Excerpts from a dataset
== Segment start ==
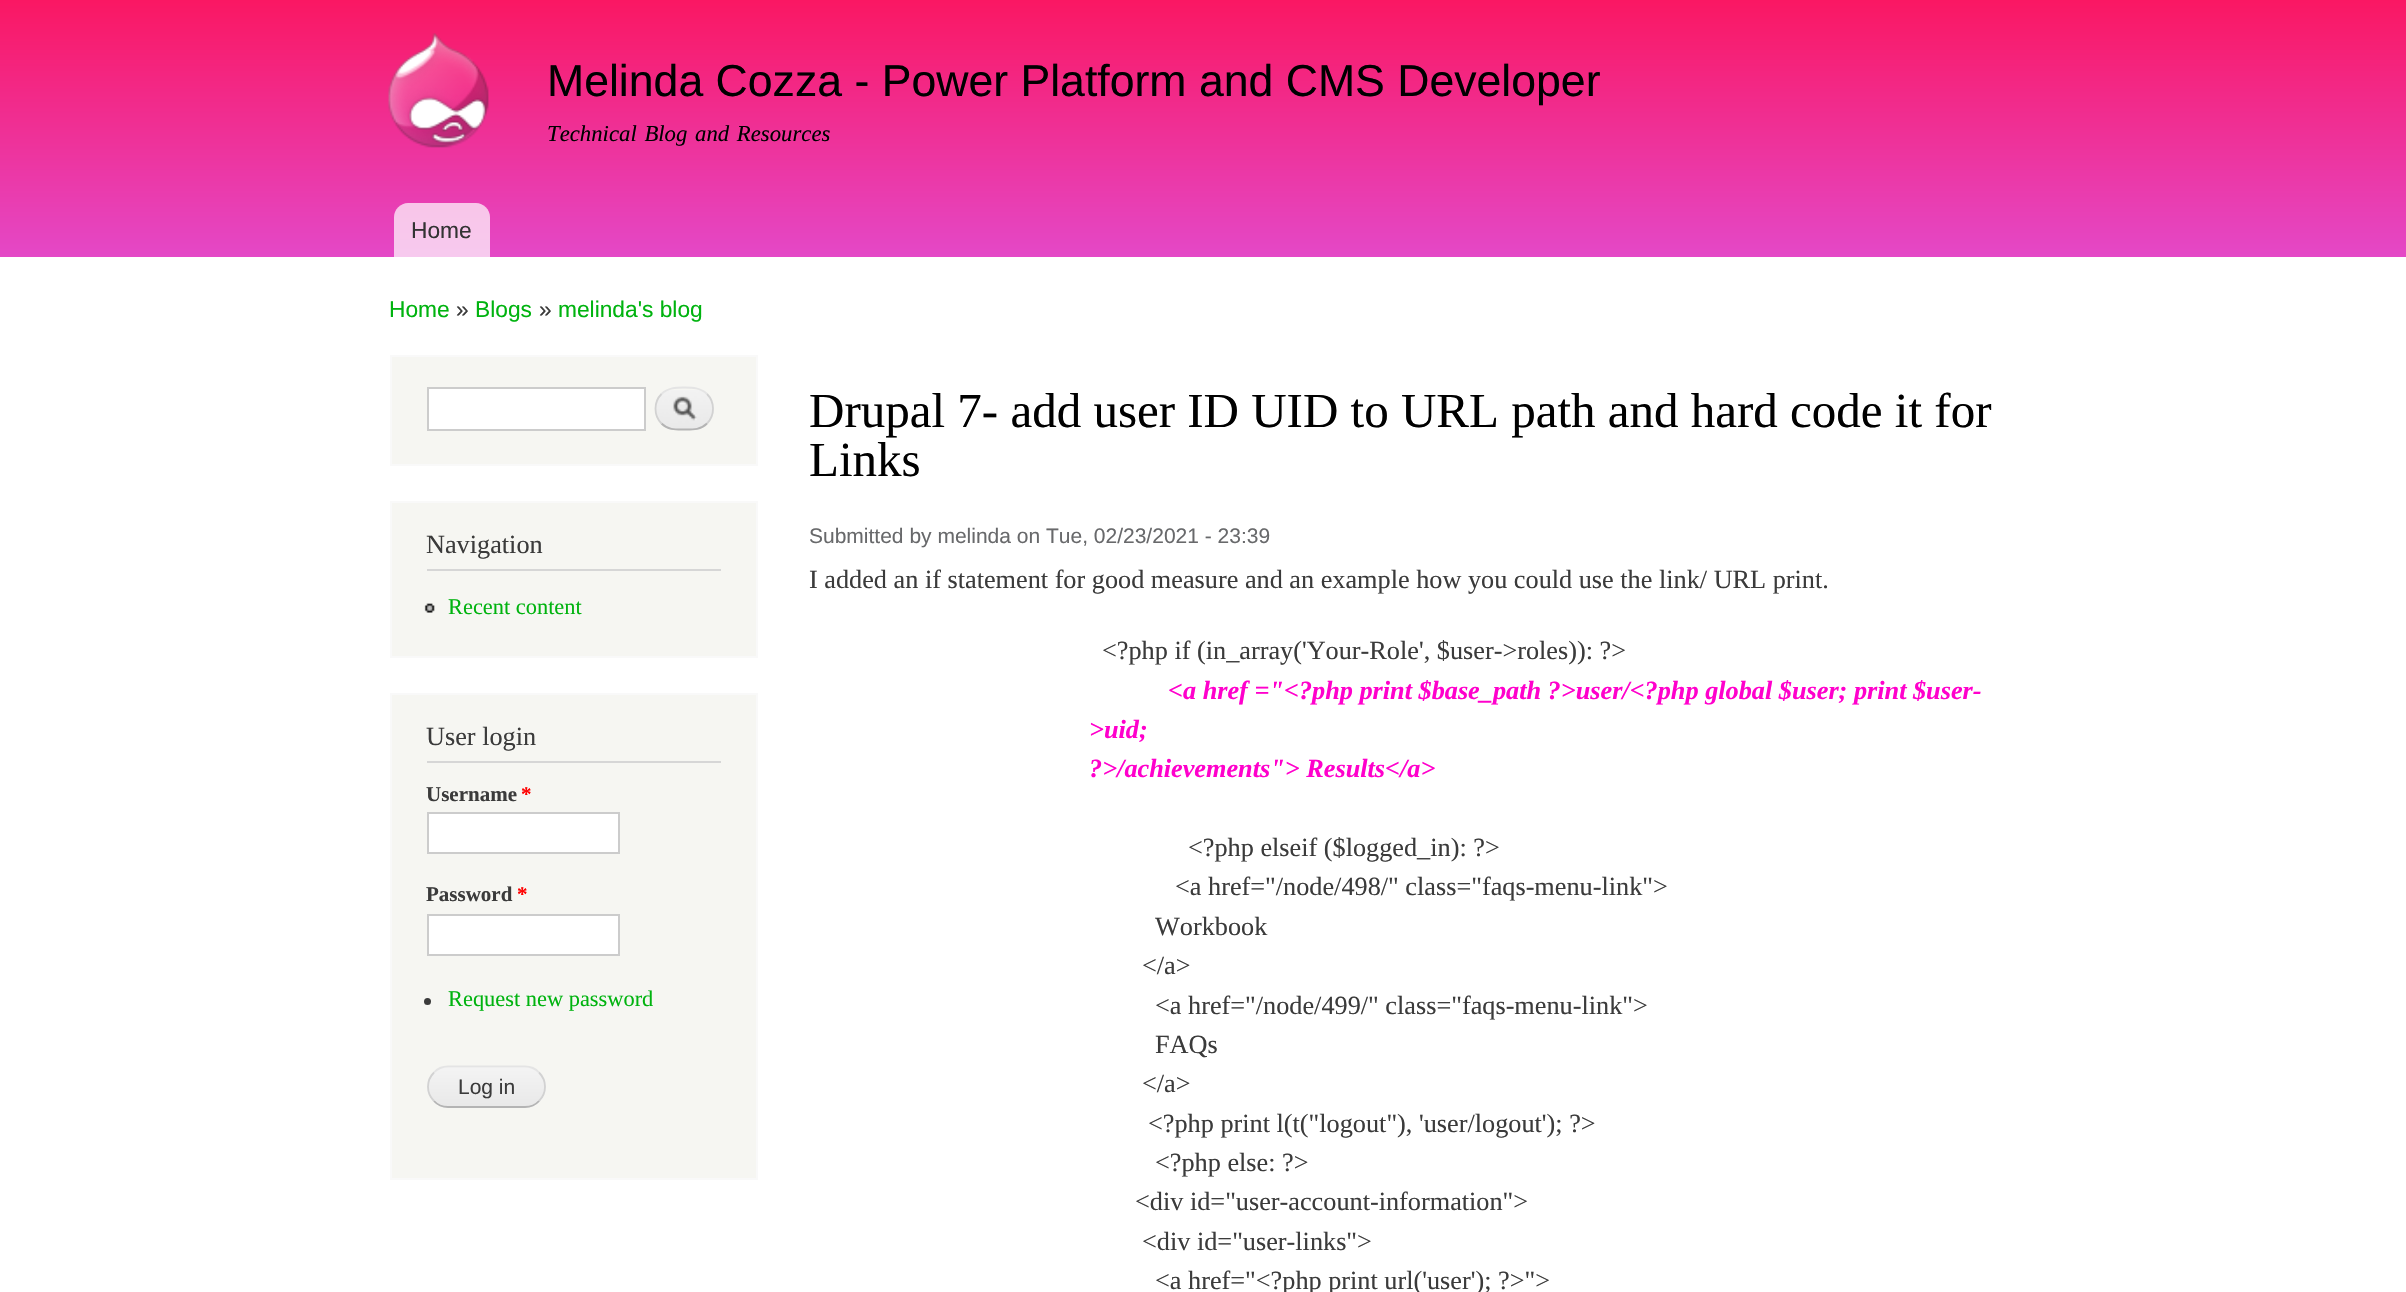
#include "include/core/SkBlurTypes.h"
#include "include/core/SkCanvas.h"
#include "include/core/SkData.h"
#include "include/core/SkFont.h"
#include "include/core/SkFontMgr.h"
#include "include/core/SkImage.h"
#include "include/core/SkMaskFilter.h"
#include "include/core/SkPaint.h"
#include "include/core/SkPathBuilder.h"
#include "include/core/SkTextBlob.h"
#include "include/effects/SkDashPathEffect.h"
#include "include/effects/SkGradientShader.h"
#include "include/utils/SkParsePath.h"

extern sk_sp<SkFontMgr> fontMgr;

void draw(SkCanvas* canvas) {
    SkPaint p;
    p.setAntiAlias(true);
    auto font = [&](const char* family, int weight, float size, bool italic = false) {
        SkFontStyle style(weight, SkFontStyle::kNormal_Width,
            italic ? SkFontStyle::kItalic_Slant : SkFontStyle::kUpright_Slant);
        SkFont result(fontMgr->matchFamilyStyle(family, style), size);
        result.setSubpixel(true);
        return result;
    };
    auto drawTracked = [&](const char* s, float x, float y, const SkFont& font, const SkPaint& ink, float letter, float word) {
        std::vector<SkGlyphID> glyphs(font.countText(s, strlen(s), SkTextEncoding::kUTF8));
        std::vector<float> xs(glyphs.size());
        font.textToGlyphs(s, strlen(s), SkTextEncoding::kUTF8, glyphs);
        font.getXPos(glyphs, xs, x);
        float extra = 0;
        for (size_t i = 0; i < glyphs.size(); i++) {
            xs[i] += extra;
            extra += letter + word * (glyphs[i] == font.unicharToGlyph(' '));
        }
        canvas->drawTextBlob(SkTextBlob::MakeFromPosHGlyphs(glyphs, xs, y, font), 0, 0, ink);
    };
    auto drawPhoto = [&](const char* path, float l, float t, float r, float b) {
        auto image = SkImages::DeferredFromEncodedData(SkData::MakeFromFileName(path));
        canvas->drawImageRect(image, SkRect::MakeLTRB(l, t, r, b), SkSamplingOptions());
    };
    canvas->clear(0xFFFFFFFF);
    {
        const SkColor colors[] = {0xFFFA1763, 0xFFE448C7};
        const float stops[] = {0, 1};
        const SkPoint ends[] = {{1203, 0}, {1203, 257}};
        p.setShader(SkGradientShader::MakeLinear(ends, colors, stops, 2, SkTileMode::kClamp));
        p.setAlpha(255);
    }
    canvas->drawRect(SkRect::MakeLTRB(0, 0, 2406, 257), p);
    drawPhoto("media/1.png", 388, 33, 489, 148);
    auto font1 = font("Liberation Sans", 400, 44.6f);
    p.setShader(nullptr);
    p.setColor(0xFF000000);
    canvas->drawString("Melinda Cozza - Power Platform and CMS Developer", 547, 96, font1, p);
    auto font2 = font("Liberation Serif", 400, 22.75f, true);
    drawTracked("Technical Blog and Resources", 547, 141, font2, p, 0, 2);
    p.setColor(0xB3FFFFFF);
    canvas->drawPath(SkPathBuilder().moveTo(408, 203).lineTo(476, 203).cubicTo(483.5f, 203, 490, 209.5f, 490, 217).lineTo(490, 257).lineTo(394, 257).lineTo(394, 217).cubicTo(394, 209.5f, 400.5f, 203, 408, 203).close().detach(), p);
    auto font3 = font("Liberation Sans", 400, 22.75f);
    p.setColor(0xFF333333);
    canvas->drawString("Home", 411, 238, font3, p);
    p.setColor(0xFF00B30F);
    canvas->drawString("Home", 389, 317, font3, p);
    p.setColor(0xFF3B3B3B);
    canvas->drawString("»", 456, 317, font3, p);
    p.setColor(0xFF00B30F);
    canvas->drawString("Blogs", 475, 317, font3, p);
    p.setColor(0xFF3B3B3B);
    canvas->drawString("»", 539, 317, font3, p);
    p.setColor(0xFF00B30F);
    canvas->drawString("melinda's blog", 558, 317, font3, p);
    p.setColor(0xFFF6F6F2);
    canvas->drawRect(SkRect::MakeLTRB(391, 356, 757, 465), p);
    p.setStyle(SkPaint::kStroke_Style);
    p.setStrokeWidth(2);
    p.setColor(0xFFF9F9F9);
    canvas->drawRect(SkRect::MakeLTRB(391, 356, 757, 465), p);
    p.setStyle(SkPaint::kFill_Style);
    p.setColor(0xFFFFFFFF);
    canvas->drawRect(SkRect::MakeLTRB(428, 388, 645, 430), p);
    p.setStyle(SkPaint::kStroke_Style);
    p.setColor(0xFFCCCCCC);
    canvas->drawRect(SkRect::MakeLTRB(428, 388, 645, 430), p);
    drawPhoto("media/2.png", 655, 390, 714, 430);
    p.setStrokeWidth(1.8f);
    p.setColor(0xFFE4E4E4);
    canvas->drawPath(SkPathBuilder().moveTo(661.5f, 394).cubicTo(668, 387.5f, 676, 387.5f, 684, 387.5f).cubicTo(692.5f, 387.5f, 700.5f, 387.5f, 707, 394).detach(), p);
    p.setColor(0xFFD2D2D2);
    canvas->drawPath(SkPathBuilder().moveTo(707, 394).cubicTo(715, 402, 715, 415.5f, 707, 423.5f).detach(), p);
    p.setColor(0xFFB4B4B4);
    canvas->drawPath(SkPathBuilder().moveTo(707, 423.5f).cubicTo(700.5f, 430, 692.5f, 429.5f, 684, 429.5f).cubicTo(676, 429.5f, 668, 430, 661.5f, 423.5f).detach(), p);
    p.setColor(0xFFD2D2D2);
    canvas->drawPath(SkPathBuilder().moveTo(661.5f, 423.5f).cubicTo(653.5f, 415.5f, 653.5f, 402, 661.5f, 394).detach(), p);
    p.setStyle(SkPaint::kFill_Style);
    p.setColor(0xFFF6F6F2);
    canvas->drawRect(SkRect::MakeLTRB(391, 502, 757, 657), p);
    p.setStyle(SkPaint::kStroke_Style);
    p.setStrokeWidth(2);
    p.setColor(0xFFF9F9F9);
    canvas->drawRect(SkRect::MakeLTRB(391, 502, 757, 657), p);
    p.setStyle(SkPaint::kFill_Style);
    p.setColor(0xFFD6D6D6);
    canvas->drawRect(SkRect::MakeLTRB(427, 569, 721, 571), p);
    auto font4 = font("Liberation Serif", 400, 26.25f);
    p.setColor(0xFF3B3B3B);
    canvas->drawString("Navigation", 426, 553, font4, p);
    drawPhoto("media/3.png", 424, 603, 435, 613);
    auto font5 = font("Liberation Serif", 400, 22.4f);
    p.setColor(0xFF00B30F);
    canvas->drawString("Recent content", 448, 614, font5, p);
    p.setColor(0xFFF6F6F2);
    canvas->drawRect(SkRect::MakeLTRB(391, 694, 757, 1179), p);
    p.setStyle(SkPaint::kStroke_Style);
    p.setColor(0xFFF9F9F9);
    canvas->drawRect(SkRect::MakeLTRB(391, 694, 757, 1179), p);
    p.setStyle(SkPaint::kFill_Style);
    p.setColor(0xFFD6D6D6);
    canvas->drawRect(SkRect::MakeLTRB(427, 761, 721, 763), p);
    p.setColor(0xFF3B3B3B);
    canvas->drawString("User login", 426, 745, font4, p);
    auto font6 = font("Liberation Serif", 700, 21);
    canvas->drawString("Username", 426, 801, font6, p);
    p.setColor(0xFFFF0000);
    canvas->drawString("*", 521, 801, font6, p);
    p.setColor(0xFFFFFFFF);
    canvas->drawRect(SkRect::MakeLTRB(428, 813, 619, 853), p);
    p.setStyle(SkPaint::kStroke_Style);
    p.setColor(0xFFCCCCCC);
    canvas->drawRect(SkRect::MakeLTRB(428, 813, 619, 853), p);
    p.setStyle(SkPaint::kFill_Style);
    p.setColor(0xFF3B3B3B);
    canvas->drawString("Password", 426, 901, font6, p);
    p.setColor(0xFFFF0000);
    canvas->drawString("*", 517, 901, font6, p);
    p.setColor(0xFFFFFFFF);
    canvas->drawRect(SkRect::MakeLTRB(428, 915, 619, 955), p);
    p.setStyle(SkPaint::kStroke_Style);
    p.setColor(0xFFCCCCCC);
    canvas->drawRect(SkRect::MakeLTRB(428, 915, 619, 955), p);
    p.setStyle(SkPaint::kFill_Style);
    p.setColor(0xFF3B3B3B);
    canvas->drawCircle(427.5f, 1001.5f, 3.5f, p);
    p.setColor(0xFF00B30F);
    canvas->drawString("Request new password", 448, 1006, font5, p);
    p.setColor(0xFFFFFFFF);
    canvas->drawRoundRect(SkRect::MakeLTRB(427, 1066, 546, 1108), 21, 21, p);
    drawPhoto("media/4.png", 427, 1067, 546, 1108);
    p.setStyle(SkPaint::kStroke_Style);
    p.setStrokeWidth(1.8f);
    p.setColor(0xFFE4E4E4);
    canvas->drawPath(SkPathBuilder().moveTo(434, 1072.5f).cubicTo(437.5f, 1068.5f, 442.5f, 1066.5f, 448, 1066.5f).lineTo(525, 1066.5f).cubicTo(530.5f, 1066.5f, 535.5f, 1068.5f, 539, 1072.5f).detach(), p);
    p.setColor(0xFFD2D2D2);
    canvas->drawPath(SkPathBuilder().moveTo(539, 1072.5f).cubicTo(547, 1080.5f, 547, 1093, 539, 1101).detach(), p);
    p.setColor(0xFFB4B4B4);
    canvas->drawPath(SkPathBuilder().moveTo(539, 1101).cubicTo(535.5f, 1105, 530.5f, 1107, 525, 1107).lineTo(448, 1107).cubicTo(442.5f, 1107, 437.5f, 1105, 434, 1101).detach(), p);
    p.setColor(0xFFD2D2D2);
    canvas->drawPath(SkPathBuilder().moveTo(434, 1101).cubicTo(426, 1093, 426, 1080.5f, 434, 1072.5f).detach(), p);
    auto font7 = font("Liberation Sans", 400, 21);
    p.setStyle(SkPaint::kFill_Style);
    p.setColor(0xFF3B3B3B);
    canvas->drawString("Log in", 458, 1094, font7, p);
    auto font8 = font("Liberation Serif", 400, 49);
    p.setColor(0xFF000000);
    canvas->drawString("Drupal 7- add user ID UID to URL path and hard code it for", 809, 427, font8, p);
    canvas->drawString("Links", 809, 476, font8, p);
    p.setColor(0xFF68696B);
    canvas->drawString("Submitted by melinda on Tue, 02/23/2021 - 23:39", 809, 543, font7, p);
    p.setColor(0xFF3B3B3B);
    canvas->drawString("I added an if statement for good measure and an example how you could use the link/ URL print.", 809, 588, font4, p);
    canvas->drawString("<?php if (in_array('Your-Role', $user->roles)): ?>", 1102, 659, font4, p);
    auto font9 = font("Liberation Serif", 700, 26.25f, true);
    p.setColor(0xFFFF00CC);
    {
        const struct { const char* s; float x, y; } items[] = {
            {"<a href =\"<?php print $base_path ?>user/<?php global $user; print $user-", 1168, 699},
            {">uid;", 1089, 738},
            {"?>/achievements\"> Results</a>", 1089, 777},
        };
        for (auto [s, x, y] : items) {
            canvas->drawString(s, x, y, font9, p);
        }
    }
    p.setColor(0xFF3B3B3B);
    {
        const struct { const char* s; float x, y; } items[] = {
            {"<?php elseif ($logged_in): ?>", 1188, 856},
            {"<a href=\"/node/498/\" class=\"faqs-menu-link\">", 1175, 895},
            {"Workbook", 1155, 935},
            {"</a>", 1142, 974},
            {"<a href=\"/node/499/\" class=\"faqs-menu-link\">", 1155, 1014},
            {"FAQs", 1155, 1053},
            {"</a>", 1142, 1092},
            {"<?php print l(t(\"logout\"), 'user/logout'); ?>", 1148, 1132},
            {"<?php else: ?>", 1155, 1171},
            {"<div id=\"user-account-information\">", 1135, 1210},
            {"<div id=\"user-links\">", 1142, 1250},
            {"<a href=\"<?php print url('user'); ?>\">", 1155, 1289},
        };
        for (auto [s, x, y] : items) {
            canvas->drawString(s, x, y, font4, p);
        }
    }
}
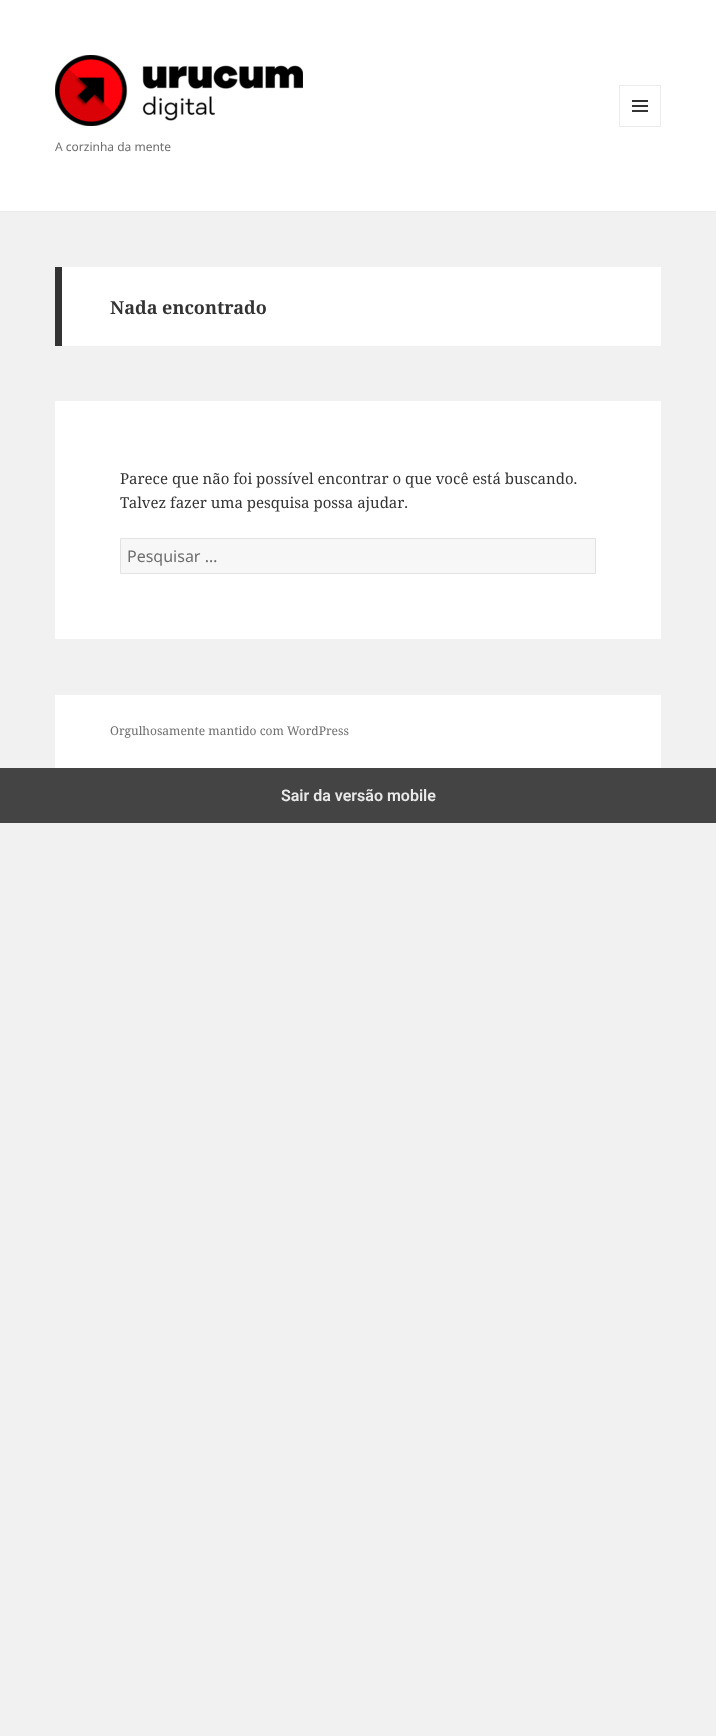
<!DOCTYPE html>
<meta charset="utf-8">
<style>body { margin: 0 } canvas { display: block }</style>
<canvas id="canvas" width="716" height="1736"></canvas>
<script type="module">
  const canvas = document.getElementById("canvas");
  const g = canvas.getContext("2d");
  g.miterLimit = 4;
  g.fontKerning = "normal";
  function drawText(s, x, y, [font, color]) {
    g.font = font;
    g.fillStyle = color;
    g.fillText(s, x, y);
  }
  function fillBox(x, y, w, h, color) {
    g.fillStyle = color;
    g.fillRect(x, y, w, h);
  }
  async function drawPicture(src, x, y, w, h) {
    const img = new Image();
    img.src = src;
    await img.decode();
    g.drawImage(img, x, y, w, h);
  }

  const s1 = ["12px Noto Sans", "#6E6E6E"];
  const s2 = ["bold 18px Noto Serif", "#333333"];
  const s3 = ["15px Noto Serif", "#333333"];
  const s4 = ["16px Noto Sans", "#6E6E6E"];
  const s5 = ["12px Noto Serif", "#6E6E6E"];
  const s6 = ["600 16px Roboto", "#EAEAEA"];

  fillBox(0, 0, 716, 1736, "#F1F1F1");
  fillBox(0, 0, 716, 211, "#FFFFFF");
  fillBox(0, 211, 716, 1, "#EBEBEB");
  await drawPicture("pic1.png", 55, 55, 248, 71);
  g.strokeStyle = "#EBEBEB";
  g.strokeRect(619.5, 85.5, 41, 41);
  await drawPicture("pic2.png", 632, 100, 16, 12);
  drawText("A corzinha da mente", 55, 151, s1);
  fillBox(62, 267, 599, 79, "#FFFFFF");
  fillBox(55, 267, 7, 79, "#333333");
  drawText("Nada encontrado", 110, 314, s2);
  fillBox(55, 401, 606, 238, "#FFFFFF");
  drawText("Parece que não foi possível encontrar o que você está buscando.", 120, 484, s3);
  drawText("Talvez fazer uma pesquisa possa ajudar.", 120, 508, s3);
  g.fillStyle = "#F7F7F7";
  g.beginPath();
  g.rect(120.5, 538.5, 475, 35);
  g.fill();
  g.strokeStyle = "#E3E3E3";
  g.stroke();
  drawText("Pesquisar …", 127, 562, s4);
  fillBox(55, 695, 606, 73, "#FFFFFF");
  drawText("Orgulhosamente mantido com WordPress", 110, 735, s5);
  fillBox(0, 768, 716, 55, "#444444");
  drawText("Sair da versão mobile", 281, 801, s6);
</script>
== Segment end ==
» The task
In the entries, find the line containing "async function drawPicture(src, x, y, w, h)" and output it and all remaining lines exactly.

» The completed task
  async function drawPicture(src, x, y, w, h) {
    const img = new Image();
    img.src = src;
    await img.decode();
    g.drawImage(img, x, y, w, h);
  }

  const s1 = ["12px Noto Sans", "#6E6E6E"];
  const s2 = ["bold 18px Noto Serif", "#333333"];
  const s3 = ["15px Noto Serif", "#333333"];
  const s4 = ["16px Noto Sans", "#6E6E6E"];
  const s5 = ["12px Noto Serif", "#6E6E6E"];
  const s6 = ["600 16px Roboto", "#EAEAEA"];

  fillBox(0, 0, 716, 1736, "#F1F1F1");
  fillBox(0, 0, 716, 211, "#FFFFFF");
  fillBox(0, 211, 716, 1, "#EBEBEB");
  await drawPicture("pic1.png", 55, 55, 248, 71);
  g.strokeStyle = "#EBEBEB";
  g.strokeRect(619.5, 85.5, 41, 41);
  await drawPicture("pic2.png", 632, 100, 16, 12);
  drawText("A corzinha da mente", 55, 151, s1);
  fillBox(62, 267, 599, 79, "#FFFFFF");
  fillBox(55, 267, 7, 79, "#333333");
  drawText("Nada encontrado", 110, 314, s2);
  fillBox(55, 401, 606, 238, "#FFFFFF");
  drawText("Parece que não foi possível encontrar o que você está buscando.", 120, 484, s3);
  drawText("Talvez fazer uma pesquisa possa ajudar.", 120, 508, s3);
  g.fillStyle = "#F7F7F7";
  g.beginPath();
  g.rect(120.5, 538.5, 475, 35);
  g.fill();
  g.strokeStyle = "#E3E3E3";
  g.stroke();
  drawText("Pesquisar …", 127, 562, s4);
  fillBox(55, 695, 606, 73, "#FFFFFF");
  drawText("Orgulhosamente mantido com WordPress", 110, 735, s5);
  fillBox(0, 768, 716, 55, "#444444");
  drawText("Sair da versão mobile", 281, 801, s6);
</script>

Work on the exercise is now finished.